The Sigma Quattro cameras can save DNG files, which work in most image processors. Earlier Sigma cameras do need the program SPP to convert their raw files.
SPP is a tedious program, I think; but the results from my DP3M are almost worth the effort.
I have 2 DSLR's that shoot RAW. The software for the first one is incompatible with the second one's RAW files, but the software for the second one is compatible with it's RAW files and is thus worthwhile.
Besides very occasional dabbles with gimp-dcraw, the first raw developer I used was Bibble Pro, which turned into Aftershot Pro.
Somewhere around 2014 or 2015 I ended up trying RawTherapee and quickly noticed that I was getting superior image quality from my images it without trying hard. Combined with Aftershot's rather glacial development pace and me preferring open-source solutions where available, I ditched Aftershot and never looked back.
When RawTherapee went a fairly long time without new releases, I tried Darktable and found it being way better than it had been when I had last tried it, maybe half a decade ago, so I moved mostly into using it. I haven't ditched RawTherapee (or its fork ART) completely, but I mostly prefer Darktable and use RT/ART as an alternative if I'm having a hard time with Darktable for a specific image.
As for the user interfaces, I guess I'm pretty adaptive; I'm pretty much at home with Windowmaker on Linux as my desktop environment rather than using so-called modern desktops (Gnome/KDE), and I switch between vi/emacs/VS Code as my editors of choice, depending on what I'm working on in my day job as software developer (although to be honest, in case of customer-provided laptops etc, I mostly just choose Ubuntu and Gnome; it's more convenient to use the same tools the customer developers use too) .
I just bought Photoshop elements '23. It's pretty good. m4/3 has inbuilt lens corrections, so that isn't a problem for me with Elements.
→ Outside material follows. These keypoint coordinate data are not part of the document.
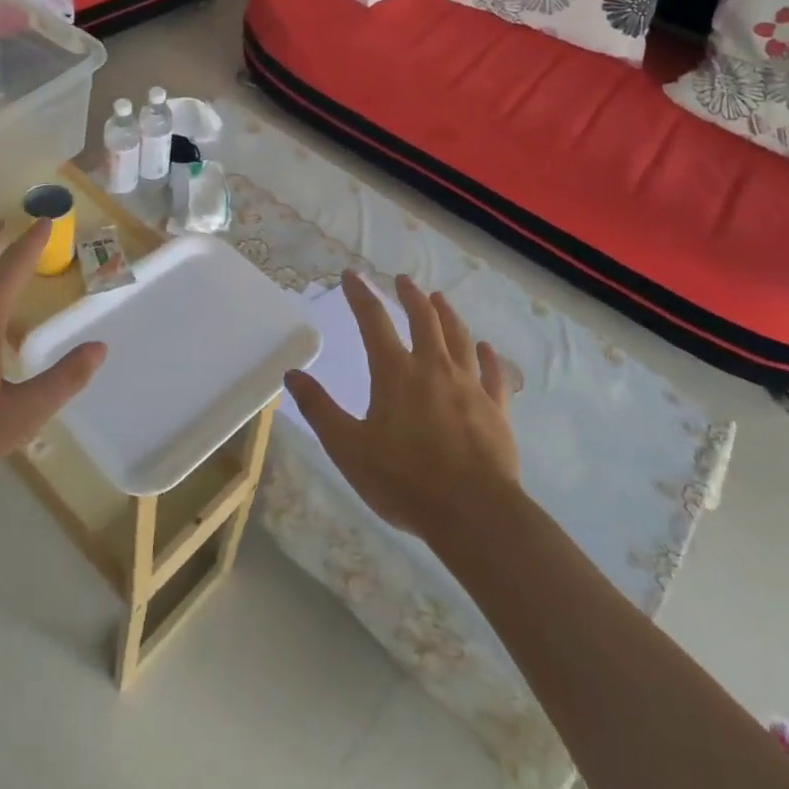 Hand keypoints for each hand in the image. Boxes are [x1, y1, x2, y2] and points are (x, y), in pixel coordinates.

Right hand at [284, 269, 518, 542]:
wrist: (474, 513)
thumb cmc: (405, 481)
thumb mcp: (348, 448)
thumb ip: (320, 409)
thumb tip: (292, 374)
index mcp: (395, 373)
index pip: (373, 321)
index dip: (360, 295)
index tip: (351, 275)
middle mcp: (433, 368)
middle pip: (423, 319)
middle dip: (410, 296)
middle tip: (403, 280)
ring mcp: (469, 386)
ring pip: (458, 338)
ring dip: (447, 315)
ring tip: (439, 298)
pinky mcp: (496, 409)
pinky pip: (492, 374)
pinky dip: (488, 357)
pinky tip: (486, 348) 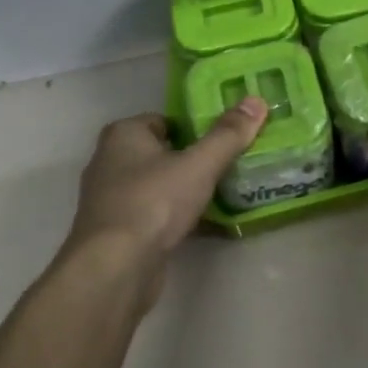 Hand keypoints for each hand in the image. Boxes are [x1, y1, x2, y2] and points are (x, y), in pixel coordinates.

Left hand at [64, 98, 268, 282]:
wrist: (116, 266)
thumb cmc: (154, 202)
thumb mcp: (199, 164)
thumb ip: (228, 134)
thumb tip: (256, 100)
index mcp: (124, 135)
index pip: (165, 120)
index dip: (196, 128)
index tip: (227, 140)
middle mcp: (111, 161)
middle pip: (163, 153)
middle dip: (195, 161)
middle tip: (232, 167)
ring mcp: (113, 199)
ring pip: (160, 186)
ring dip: (188, 191)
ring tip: (227, 195)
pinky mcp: (120, 231)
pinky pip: (157, 215)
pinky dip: (179, 218)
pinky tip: (209, 226) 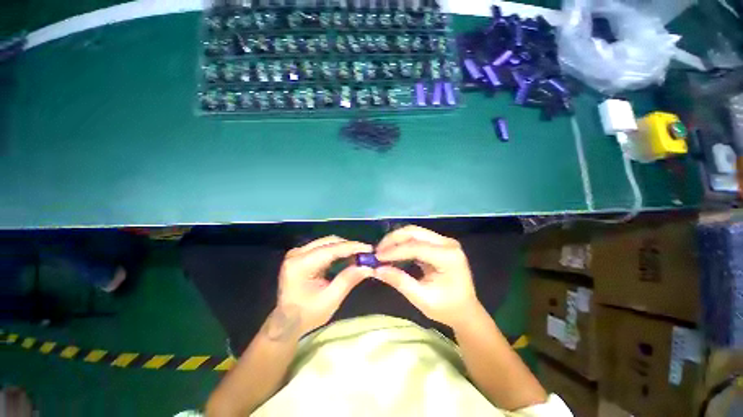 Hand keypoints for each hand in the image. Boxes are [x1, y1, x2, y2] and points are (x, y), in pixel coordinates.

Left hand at [273, 236, 372, 337]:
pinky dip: (337, 251)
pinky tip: (348, 257)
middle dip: (349, 246)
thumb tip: (368, 266)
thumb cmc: (306, 315)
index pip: (331, 249)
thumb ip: (348, 280)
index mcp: (300, 265)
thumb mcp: (330, 300)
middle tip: (366, 254)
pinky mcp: (301, 254)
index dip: (352, 247)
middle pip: (329, 242)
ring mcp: (298, 252)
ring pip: (328, 242)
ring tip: (359, 256)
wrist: (286, 322)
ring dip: (344, 248)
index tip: (369, 249)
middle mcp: (297, 253)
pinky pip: (324, 246)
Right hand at [374, 226, 480, 328]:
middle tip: (377, 251)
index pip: (416, 247)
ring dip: (396, 239)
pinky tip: (393, 251)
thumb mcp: (421, 298)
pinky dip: (403, 242)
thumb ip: (399, 281)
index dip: (394, 251)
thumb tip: (376, 269)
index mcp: (448, 257)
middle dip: (393, 239)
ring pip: (414, 232)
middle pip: (415, 232)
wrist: (465, 311)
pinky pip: (417, 237)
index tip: (376, 257)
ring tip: (382, 251)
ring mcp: (444, 241)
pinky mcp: (439, 243)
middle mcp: (447, 243)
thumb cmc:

It's moved on a bit since the last version I bought, which was 9. About the only annoyance with it, is that for some crazy reason it doesn't have any CA correction tools.
The panorama stitching feature is worth the price of admission all on its own. It's very very good. I think I only changed to get the ability to work with layers, if I wanted to do something a little bit more advanced. Been playing with Darktable & the Gimp for a couple of months, Elements is much more intuitive than those.
And for a one off $116 Au payment, it's cheap as chips really.